Content starts

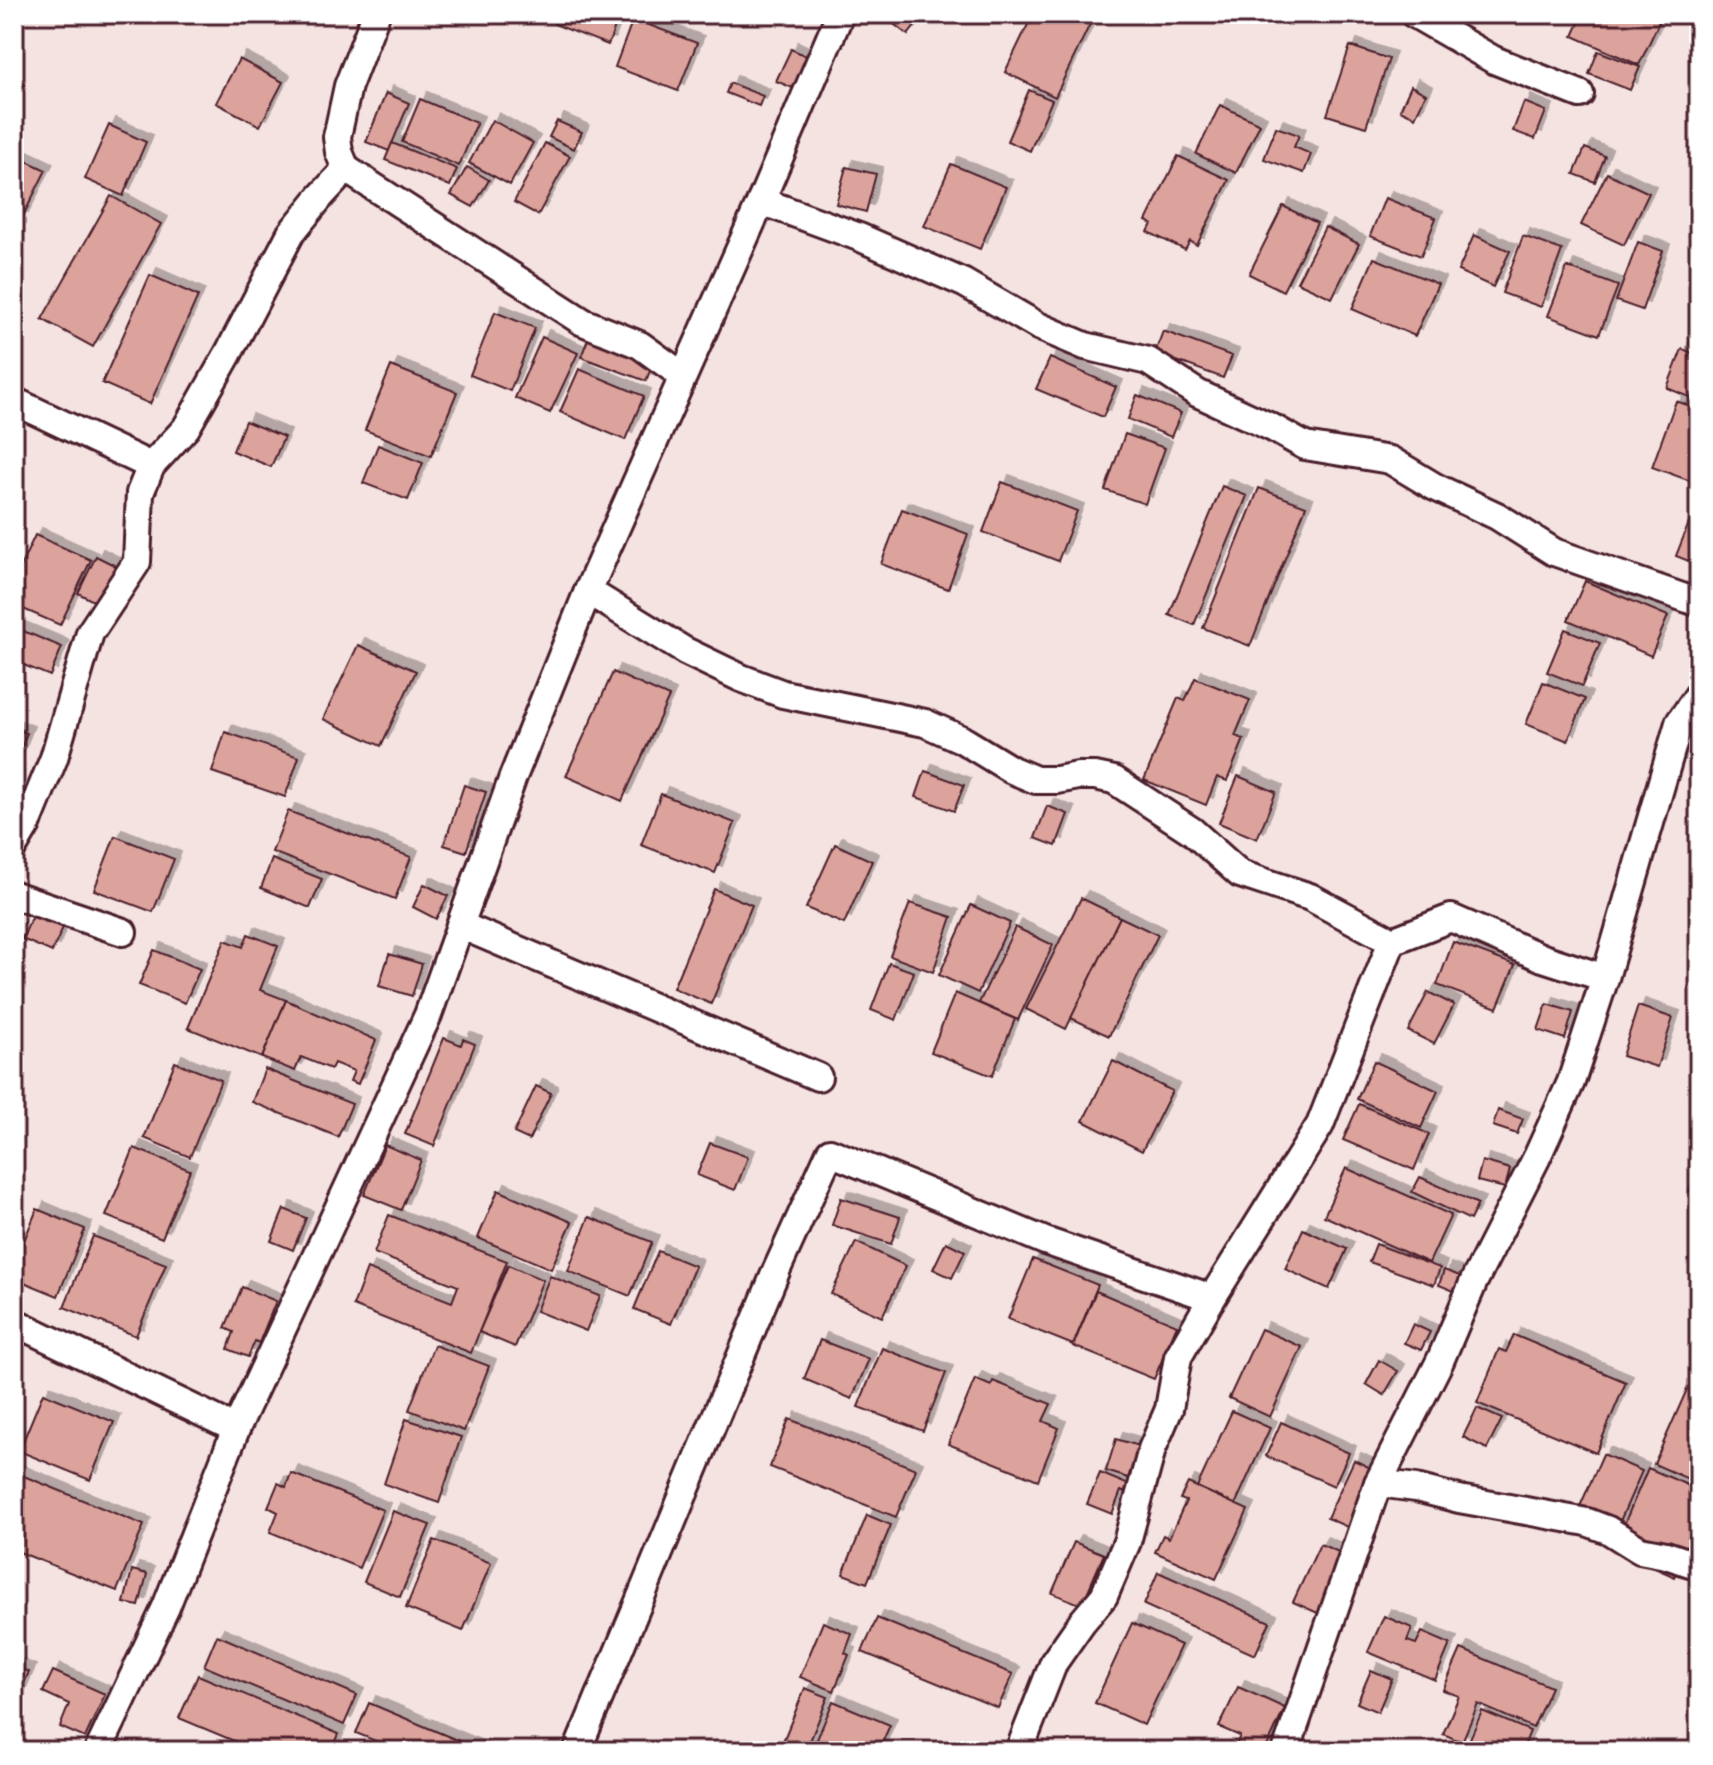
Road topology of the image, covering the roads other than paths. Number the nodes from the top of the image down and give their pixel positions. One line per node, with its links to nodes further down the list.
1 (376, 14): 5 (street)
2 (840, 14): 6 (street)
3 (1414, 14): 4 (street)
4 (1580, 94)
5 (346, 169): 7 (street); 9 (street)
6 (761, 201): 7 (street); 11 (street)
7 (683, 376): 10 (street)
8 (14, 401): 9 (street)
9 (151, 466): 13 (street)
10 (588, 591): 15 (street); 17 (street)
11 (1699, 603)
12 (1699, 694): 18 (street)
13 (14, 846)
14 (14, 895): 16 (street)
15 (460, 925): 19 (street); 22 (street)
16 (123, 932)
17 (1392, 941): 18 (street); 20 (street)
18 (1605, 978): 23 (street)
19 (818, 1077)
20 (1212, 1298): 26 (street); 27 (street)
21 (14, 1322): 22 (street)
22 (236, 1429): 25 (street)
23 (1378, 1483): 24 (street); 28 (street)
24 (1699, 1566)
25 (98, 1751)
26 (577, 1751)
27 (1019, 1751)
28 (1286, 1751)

Content ends

**WORK TO COMPLETE**. Exact copy, no pictures: set down all the entries again as they stand.

**OUTPUT FOR THIS TASK**.
Road topology of the image, covering the roads other than paths. Number the nodes from the top of the image down and give their pixel positions. One line per node, with its links to nodes further down the list.
1 (376, 14): 5 (street)
2 (840, 14): 6 (street)
3 (1414, 14): 4 (street)
4 (1580, 94)
5 (346, 169): 7 (street); 9 (street)
6 (761, 201): 7 (street); 11 (street)
7 (683, 376): 10 (street)
8 (14, 401): 9 (street)
9 (151, 466): 13 (street)
10 (588, 591): 15 (street); 17 (street)
11 (1699, 603)
12 (1699, 694): 18 (street)
13 (14, 846)
14 (14, 895): 16 (street)
15 (460, 925): 19 (street); 22 (street)
16 (123, 932)
17 (1392, 941): 18 (street); 20 (street)
18 (1605, 978): 23 (street)
19 (818, 1077)
20 (1212, 1298): 26 (street); 27 (street)
21 (14, 1322): 22 (street)
22 (236, 1429): 25 (street)
23 (1378, 1483): 24 (street); 28 (street)
24 (1699, 1566)
25 (98, 1751)
26 (577, 1751)
27 (1019, 1751)
28 (1286, 1751)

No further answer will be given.